About this task → Find the lines of the material below that include the string "edges", then copy each one.
*** Block opens ***
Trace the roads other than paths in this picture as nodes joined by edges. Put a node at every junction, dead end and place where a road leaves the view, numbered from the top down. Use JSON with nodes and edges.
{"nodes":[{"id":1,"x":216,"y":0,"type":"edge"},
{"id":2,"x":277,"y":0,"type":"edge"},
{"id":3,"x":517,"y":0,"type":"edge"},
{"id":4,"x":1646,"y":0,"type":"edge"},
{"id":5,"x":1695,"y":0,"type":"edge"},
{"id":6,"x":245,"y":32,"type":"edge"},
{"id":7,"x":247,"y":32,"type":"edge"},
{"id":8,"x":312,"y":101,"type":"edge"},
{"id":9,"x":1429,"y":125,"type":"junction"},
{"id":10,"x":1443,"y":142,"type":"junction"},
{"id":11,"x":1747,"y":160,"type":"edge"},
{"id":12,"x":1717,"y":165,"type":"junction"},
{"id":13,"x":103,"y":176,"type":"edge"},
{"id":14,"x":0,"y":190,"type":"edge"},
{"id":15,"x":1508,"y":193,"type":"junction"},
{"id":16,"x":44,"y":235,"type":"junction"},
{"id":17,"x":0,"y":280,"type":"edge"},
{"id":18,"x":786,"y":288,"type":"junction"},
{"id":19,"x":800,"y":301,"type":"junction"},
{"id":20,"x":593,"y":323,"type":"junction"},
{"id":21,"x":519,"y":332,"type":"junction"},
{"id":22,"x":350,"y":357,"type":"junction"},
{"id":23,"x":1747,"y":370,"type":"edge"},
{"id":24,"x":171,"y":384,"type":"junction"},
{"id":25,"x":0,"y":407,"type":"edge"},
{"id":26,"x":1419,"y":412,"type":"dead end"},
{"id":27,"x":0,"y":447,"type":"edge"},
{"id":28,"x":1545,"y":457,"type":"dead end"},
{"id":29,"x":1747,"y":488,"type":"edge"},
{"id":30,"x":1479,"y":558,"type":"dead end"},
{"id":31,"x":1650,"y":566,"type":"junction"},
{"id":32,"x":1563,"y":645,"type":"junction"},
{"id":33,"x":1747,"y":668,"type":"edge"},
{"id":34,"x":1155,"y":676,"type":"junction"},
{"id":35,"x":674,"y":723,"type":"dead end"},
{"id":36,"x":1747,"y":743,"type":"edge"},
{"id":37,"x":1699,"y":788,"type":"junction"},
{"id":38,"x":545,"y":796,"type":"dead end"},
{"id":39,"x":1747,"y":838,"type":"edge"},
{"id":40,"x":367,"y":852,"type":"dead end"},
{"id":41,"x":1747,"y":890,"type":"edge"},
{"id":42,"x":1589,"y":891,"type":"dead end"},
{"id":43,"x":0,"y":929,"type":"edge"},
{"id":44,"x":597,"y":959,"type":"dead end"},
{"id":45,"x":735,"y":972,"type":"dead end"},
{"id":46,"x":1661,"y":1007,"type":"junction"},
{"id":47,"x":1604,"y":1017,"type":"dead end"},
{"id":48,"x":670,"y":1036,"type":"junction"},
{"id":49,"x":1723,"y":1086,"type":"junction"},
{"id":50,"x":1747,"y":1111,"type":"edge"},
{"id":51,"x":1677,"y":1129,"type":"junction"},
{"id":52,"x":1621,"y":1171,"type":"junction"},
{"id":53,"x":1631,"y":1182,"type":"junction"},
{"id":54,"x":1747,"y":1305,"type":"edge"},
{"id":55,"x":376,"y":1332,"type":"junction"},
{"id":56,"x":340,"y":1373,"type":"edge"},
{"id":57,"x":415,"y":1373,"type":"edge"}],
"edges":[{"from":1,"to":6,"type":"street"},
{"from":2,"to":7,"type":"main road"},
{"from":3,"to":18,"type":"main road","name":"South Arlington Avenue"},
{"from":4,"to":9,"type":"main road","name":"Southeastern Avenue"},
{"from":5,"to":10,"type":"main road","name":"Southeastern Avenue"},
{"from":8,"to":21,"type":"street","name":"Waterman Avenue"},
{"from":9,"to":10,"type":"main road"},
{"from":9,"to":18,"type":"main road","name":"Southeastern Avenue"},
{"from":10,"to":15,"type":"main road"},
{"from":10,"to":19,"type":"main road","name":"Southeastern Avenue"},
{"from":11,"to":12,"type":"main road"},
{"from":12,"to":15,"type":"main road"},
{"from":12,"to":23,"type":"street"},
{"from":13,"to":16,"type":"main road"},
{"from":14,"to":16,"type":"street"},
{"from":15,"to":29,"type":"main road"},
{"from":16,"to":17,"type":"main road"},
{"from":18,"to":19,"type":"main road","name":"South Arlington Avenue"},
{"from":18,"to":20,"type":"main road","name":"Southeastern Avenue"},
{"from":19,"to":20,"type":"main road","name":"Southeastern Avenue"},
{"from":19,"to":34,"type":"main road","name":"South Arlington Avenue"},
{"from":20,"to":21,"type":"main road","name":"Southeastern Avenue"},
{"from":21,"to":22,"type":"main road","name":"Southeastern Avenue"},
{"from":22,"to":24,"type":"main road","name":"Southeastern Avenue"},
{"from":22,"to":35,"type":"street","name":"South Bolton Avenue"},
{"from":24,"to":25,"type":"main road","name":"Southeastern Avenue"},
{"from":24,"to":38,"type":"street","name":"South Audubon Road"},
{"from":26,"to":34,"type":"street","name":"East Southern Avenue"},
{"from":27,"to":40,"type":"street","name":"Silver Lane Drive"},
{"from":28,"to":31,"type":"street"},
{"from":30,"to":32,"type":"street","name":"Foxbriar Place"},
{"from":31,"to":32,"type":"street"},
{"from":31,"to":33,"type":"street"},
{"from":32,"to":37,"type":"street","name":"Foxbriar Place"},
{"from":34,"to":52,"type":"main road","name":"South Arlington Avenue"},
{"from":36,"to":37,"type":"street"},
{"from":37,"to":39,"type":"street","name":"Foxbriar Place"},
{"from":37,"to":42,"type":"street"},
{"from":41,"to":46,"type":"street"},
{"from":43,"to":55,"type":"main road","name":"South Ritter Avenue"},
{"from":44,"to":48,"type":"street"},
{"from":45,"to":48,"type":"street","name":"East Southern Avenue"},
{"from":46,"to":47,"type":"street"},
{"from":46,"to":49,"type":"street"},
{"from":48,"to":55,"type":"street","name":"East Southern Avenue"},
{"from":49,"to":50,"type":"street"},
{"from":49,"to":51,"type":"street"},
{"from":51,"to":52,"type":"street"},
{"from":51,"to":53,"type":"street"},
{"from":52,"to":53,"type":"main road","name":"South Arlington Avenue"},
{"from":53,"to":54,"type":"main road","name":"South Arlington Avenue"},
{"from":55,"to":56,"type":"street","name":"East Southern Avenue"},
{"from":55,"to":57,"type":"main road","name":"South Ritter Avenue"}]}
*** Block closes ***
Solution to the problem →
Trace the roads other than paths in this picture as nodes joined by edges. Put a node at every junction, dead end and place where a road leaves the view, numbered from the top down. Use JSON with nodes and edges.
"edges":[{"from":1,"to":6,"type":"street"},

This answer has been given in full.